Pájaros, de diversos colores y formas, desfilaban bajo cúmulos salpicados por el viento. Pero una constante lucha entre fortuna e infortunio convertía lo blanco en negro. ¿Acaso no podía yo formar parte de tan variado desfile de plumas?
Mi cuerpo impedía que tanta voluntad anímica venciera; ese deseo del espíritu, al cual me había entregado, intentaba manifestarse agitando su bandera alba, y una calma azabache frustraba el aireado movimiento. Cuanto más seguía las huellas del fortunio, más se encadenaba el infortunio bajo los límites del ser humano y la impuesta obediencia.
Me percaté de un movimiento repentino: una bella paloma descendía y se aproximaba, hasta que su vuelo la llevó hasta posarse en mi mano. Parecía sonreírme, mientras los níveos ropajes me acariciaban. Con gran excitación del alma, sentí la proximidad del cielo; como si de repente me hubieran crecido alas: la fortuna quería coquetear ahora conmigo.
Y cuando más cerca se encontraba el espejismo de lo anhelado, la paloma revoloteó hasta dejarse caer sobre mi cabeza y escupir las impurezas que tan excelsa figura había desechado. Vi entonces marcada la mancha de la desventura; siempre acechante; siempre aderezada de frustración.

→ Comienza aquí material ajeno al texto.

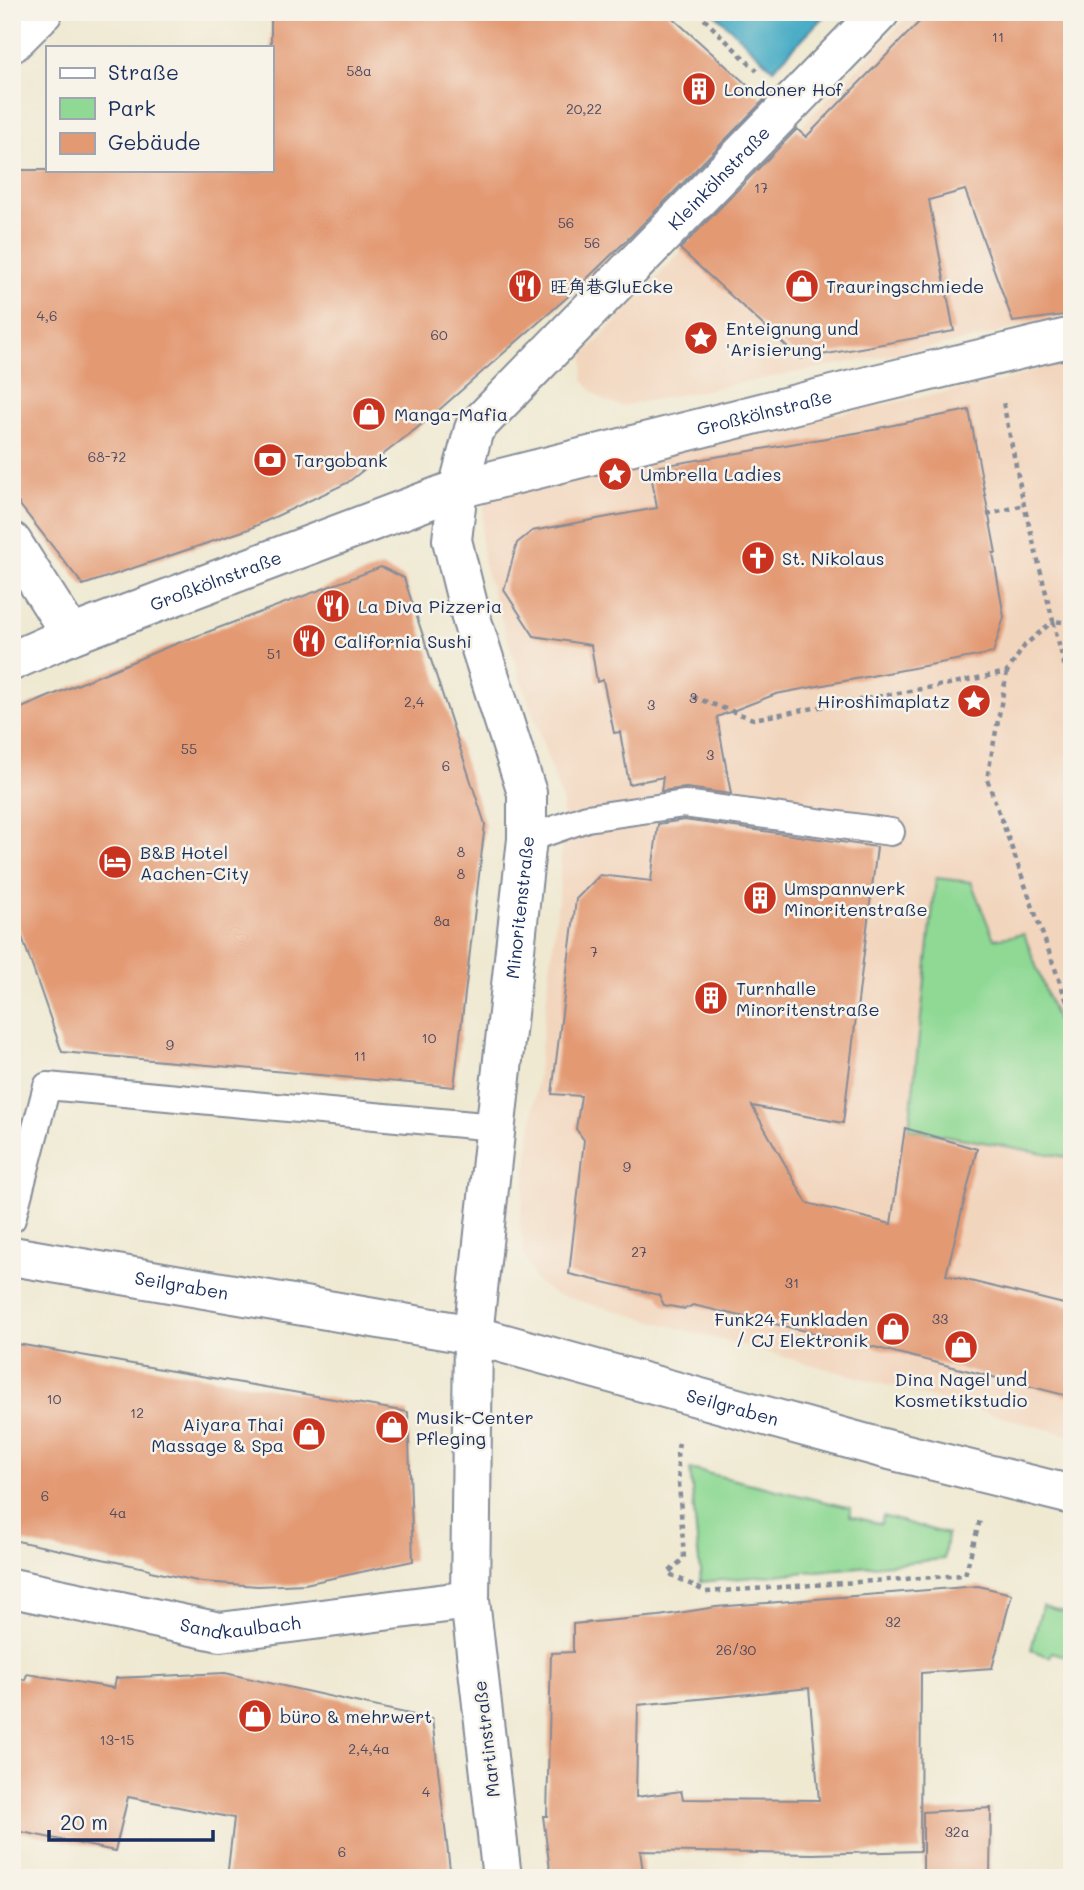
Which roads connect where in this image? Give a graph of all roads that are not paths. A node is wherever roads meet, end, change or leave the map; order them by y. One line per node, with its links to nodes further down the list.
1 (44, 12): 3 (street)
2 (880, 12): 5 (street, Kleinkölnstraße)
3 (12, 43)
4 (1072, 337): 5 (street, Großkölnstraße)
5 (458, 489): 7 (street, Großkölnstraße); 10 (street, Minoritenstraße)
6 (12, 542): 7 (street)
7 (71, 635): 8 (street, Großkölnstraße)
8 (12, 661)
9 (891, 832): 10 (lane)
10 (527, 839): 11 (street, Minoritenstraße)
11 (495, 1127): 12 (lane); 14 (street, Minoritenstraße)
12 (12, 1219)
13 (12, 1256): 14 (street, Seilgraben)
14 (473, 1335): 15 (street, Seilgraben); 17 (street)
15 (1072, 1495)
16 (12, 1588): 17 (street, Sandkaulbach)
17 (470, 1600): 18 (street, Martinstraße)
18 (502, 1878)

Pero no tardó en saltar y aletear durante varios segundos, cual colibrí surgido de la nada, para dedicarme un «hasta pronto» a través de la mirada. Aturdido, la vi alejarse de nuevo.
Al recuperarme de semejante abstracción, comprendí aquel sutil mensaje que me había dedicado: entre el blanco y el negro existe un gris por explorar. Aquella paloma blanca, inalcanzable, también depositaria de impurezas, se había dignado en conocerme.